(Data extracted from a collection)
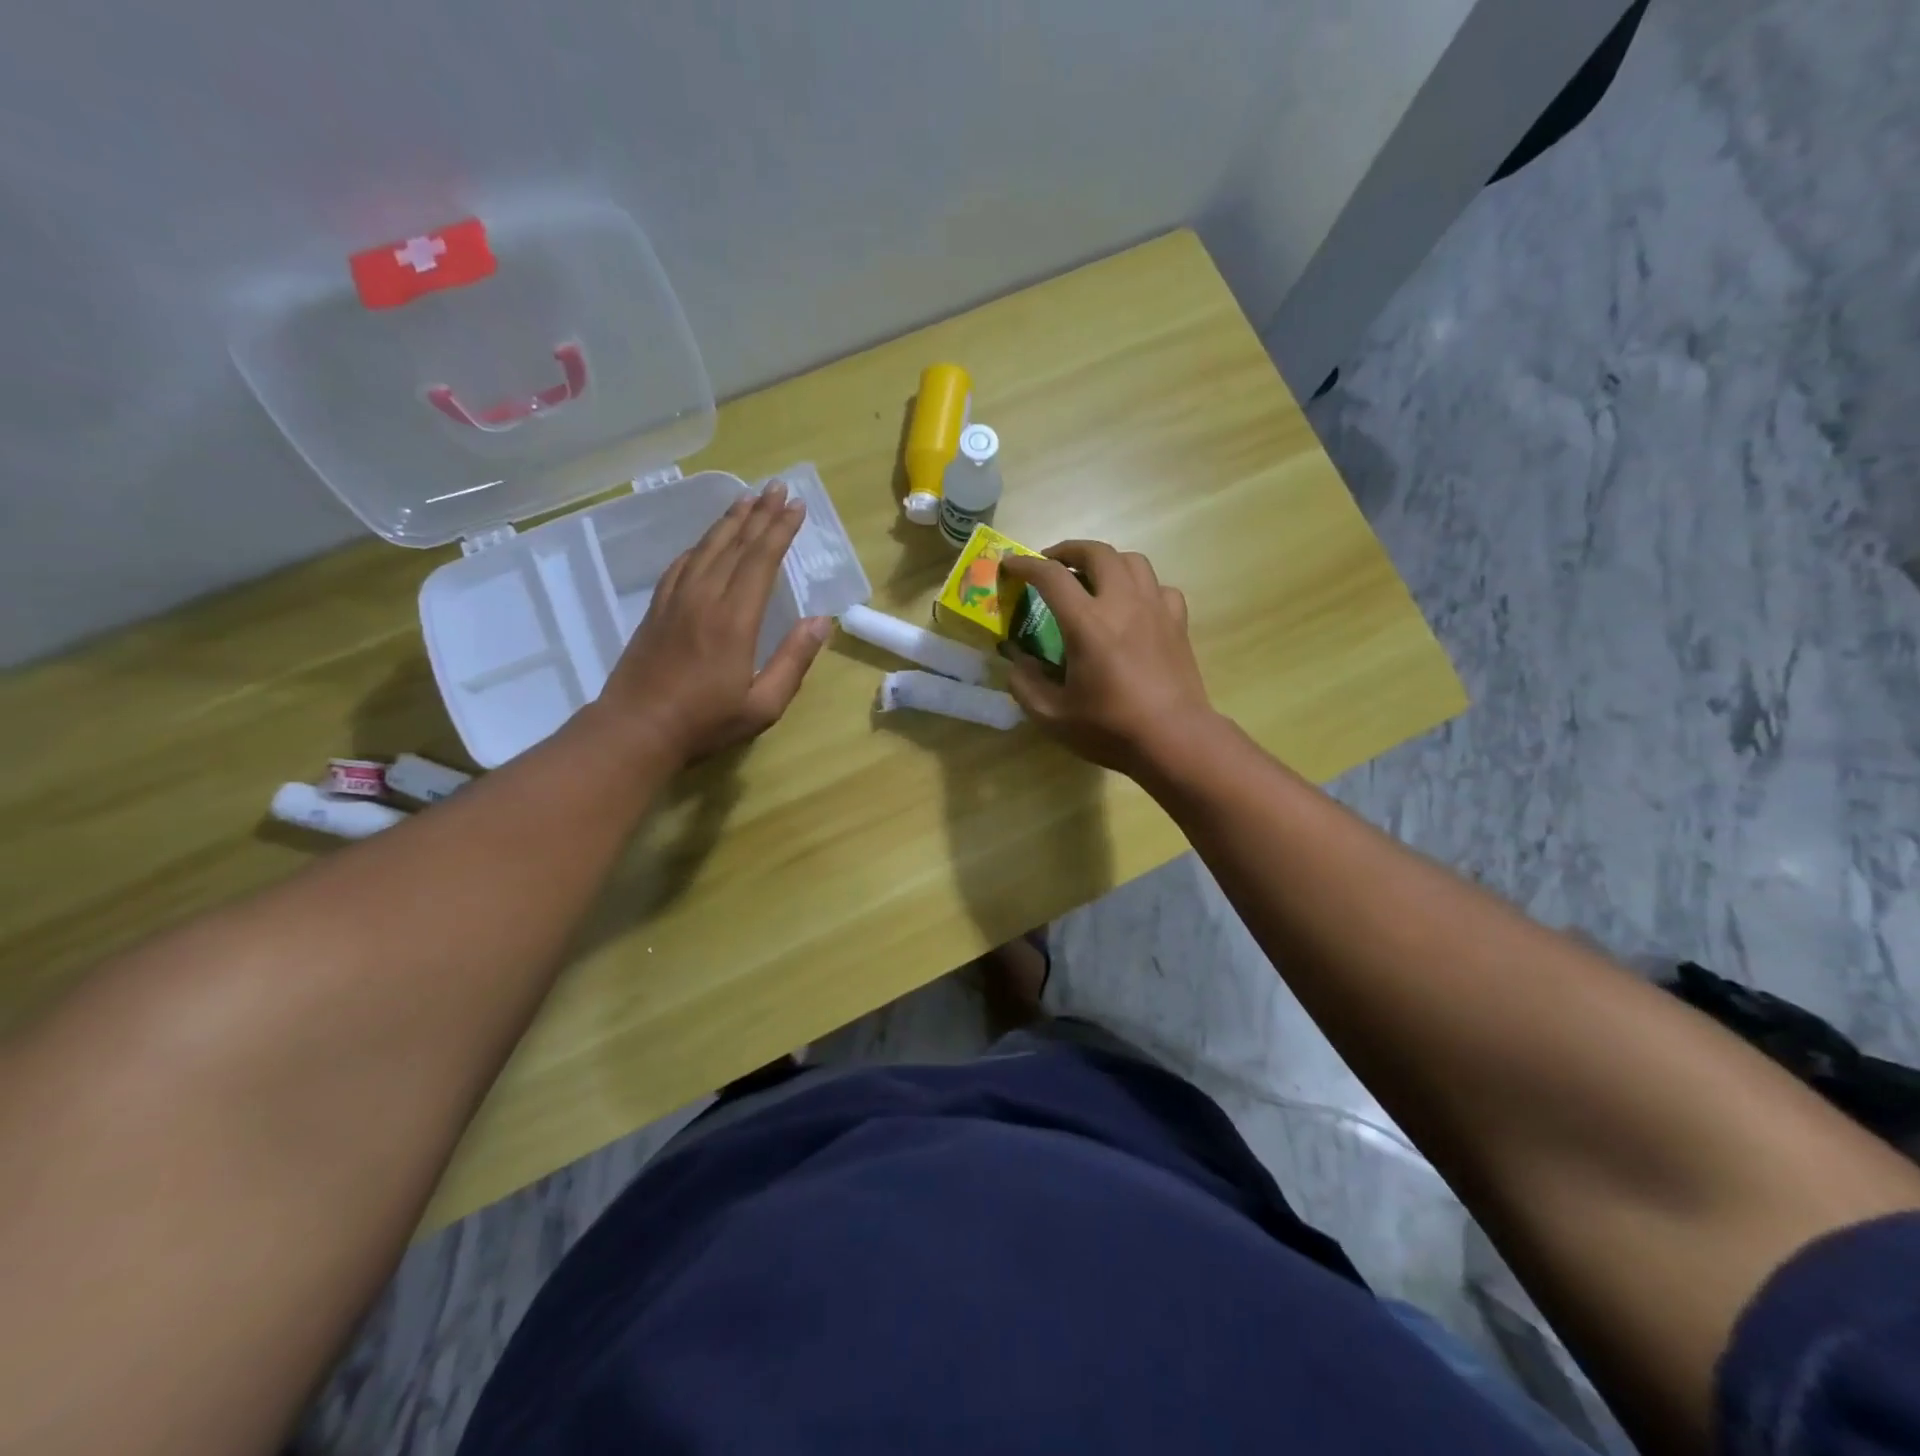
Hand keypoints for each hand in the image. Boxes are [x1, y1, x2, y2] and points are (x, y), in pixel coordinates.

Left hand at [594, 480, 832, 764]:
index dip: (780, 530)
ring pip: (706, 548)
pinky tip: (706, 540)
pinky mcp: (657, 609)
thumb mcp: (763, 704)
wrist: (635, 730)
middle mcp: (704, 598)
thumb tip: (821, 622)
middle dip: (759, 513)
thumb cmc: (705, 722)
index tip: (797, 506)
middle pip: (735, 544)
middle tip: (777, 487)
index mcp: (734, 619)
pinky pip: (681, 565)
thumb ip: (793, 661)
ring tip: (747, 499)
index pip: (761, 561)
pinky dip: (700, 545)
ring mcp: (676, 600)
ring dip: (729, 520)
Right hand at [999, 541, 1216, 776]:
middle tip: (1051, 563)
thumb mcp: (1053, 716)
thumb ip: (1026, 685)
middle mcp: (1122, 603)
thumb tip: (1017, 662)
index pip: (1051, 576)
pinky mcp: (1177, 622)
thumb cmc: (1111, 728)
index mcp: (1087, 623)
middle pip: (1097, 552)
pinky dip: (1140, 586)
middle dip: (1068, 550)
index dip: (1025, 565)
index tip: (1010, 565)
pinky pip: (1159, 587)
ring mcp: (1155, 608)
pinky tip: (1133, 605)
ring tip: (1092, 578)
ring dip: (1106, 561)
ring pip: (1132, 561)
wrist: (1175, 739)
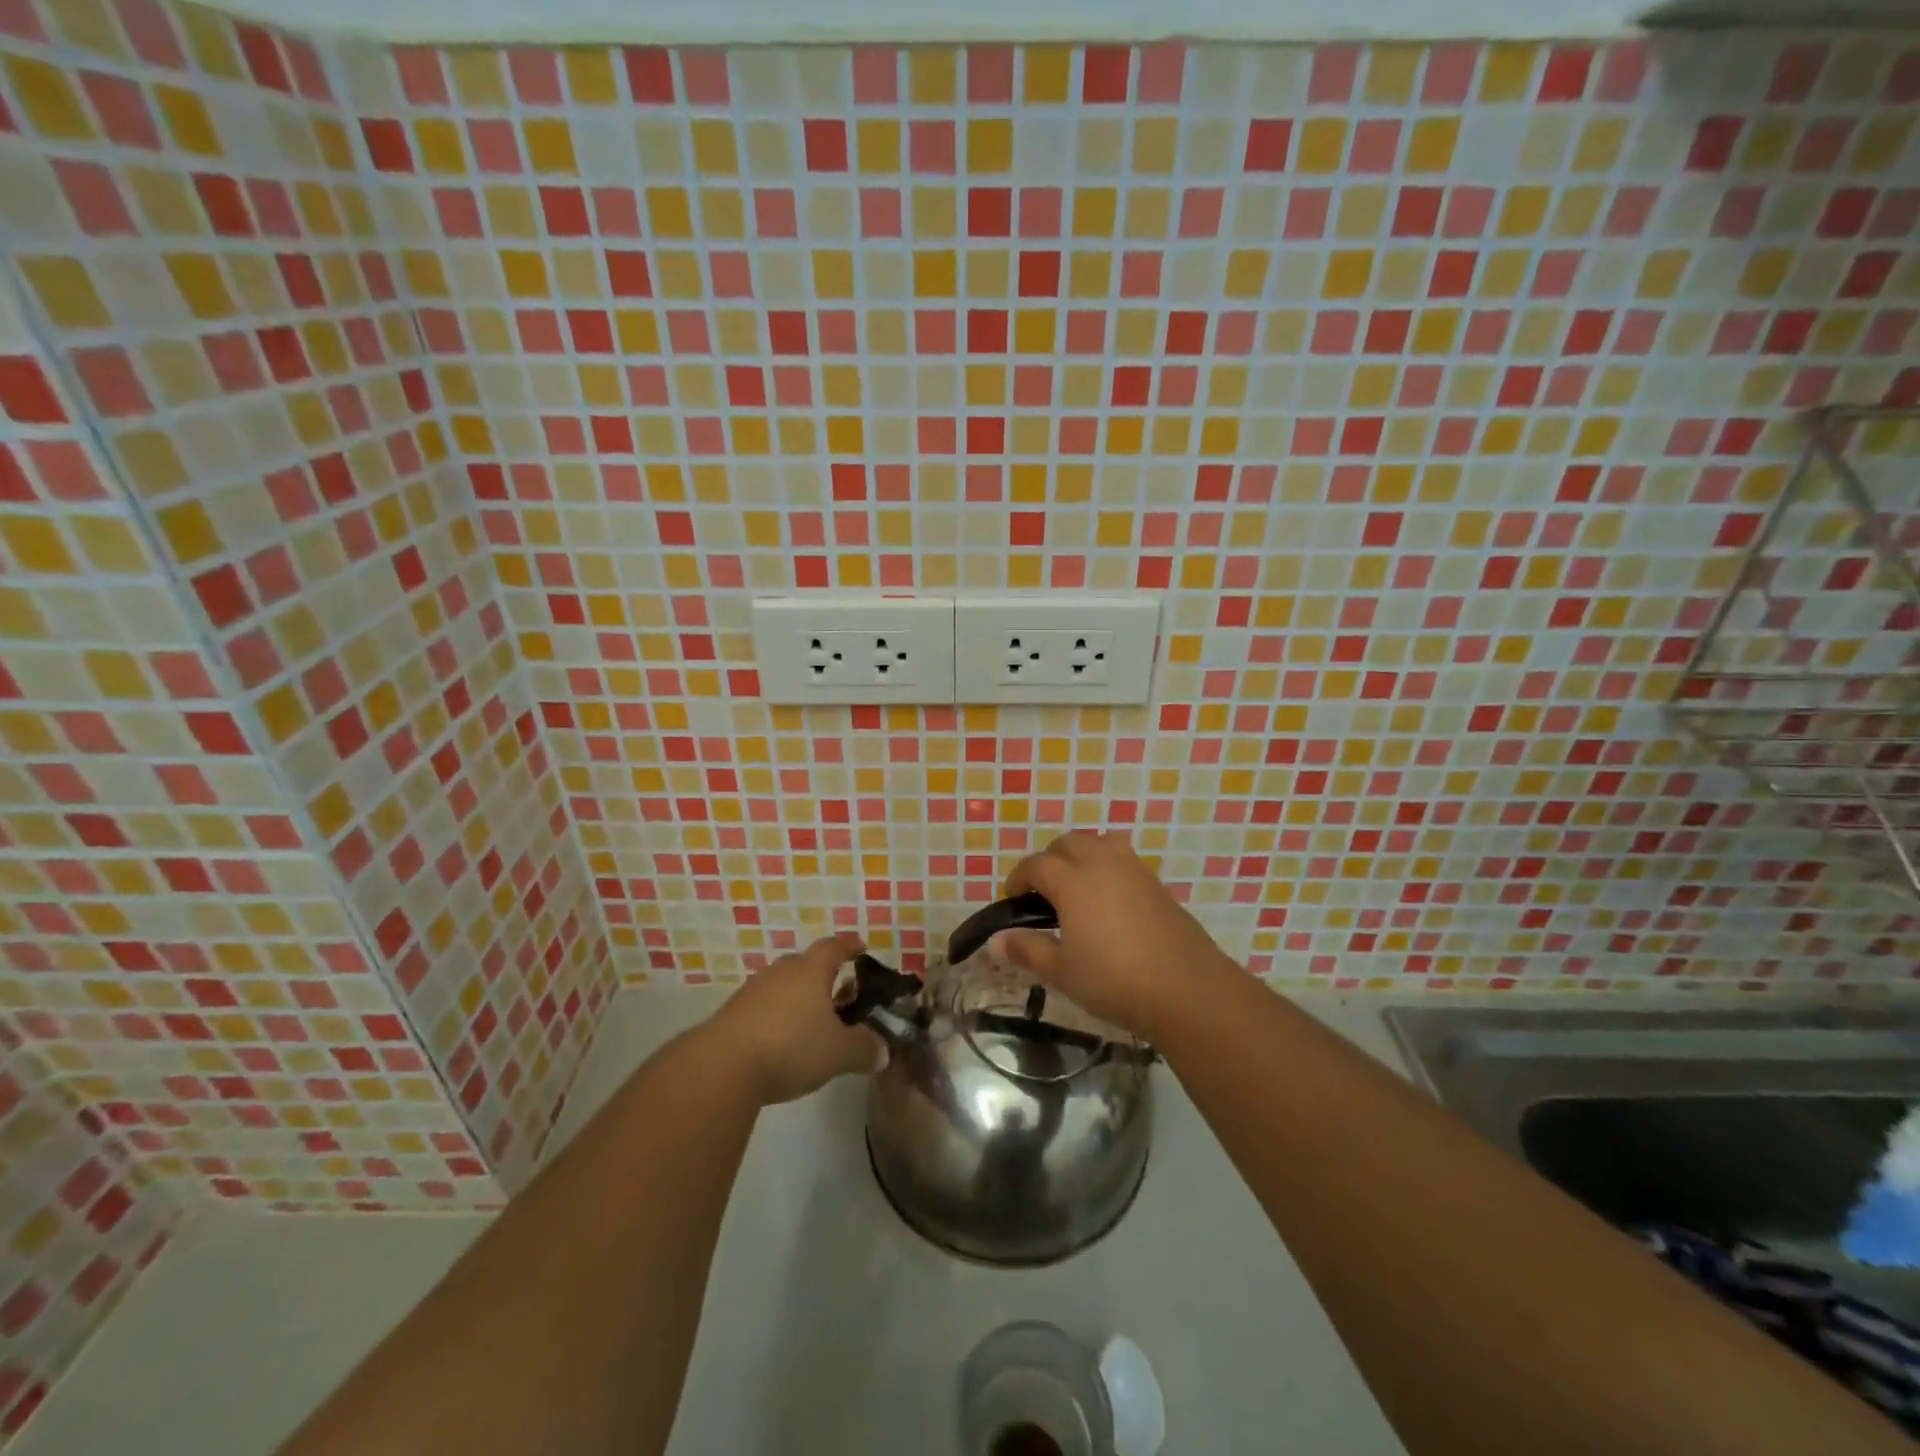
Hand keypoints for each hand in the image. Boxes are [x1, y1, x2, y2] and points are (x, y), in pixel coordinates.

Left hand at [709, 932, 883, 1105]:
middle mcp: (782, 972)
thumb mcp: (839, 1053)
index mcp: (811, 970)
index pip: (834, 947)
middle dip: (824, 977)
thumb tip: (882, 1051)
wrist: (721, 1066)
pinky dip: (777, 1018)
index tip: (860, 946)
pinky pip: (763, 1008)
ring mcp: (753, 991)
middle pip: (806, 965)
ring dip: (798, 1000)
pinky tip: (782, 1043)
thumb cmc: (791, 1046)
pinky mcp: (732, 1014)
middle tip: (840, 994)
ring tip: (812, 1023)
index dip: (849, 945)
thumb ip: (864, 1049)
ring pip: (783, 987)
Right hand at [996, 831, 1231, 1040]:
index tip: (1013, 897)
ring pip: (1100, 843)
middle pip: (1068, 843)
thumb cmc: (1114, 980)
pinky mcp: (1157, 884)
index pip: (1036, 864)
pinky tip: (1108, 901)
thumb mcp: (1062, 971)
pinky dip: (1107, 867)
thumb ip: (1027, 950)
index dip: (1019, 877)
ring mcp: (1135, 870)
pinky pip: (1123, 860)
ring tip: (1076, 887)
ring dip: (1081, 855)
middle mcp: (1102, 864)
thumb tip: (994, 943)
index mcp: (1073, 881)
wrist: (1187, 989)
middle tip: (1042, 890)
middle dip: (1049, 859)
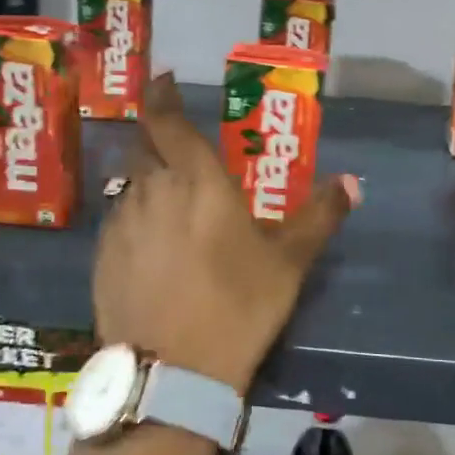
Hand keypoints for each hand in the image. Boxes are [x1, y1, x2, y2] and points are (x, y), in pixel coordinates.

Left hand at [93, 73, 359, 392]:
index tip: (163, 81)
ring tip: (170, 199)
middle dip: (157, 136)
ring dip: (147, 179)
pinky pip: (118, 220)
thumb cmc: (238, 305)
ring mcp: (121, 224)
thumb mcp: (289, 261)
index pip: (167, 120)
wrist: (172, 373)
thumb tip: (352, 182)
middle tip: (178, 144)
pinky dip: (135, 216)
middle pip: (144, 147)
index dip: (162, 96)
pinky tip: (151, 243)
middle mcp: (151, 190)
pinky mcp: (102, 258)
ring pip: (130, 184)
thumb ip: (320, 216)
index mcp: (195, 179)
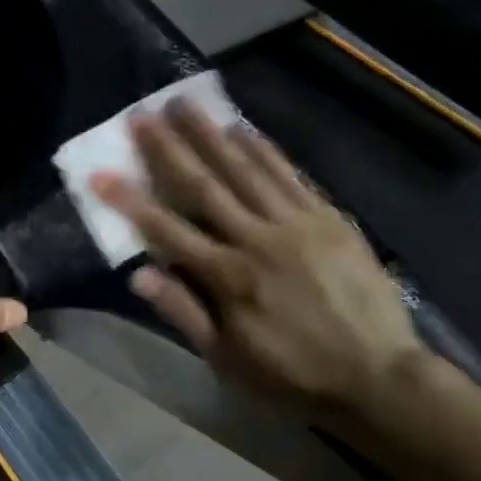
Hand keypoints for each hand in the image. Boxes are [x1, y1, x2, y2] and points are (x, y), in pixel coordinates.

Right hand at [92, 102, 423, 412]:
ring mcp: (296, 223)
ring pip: (245, 169)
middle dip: (168, 148)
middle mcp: (257, 239)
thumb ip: (183, 313)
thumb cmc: (294, 376)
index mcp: (228, 277)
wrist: (379, 376)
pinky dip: (264, 149)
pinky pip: (290, 174)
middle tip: (141, 114)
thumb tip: (138, 274)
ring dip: (211, 134)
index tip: (100, 172)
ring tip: (185, 104)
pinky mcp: (328, 217)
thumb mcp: (228, 360)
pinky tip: (243, 128)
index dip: (129, 200)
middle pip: (204, 185)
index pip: (166, 229)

» **EXERCISE PROMPT**: Go through the lines above. Select every one that has the string "wrist".

» **EXERCISE OUTPUT**:
wrist: (635, 730)
wrist: (1175, 739)
wrist: (721, 1066)
wrist: (1187, 989)
wrist: (172, 373)
wrist: (379, 376)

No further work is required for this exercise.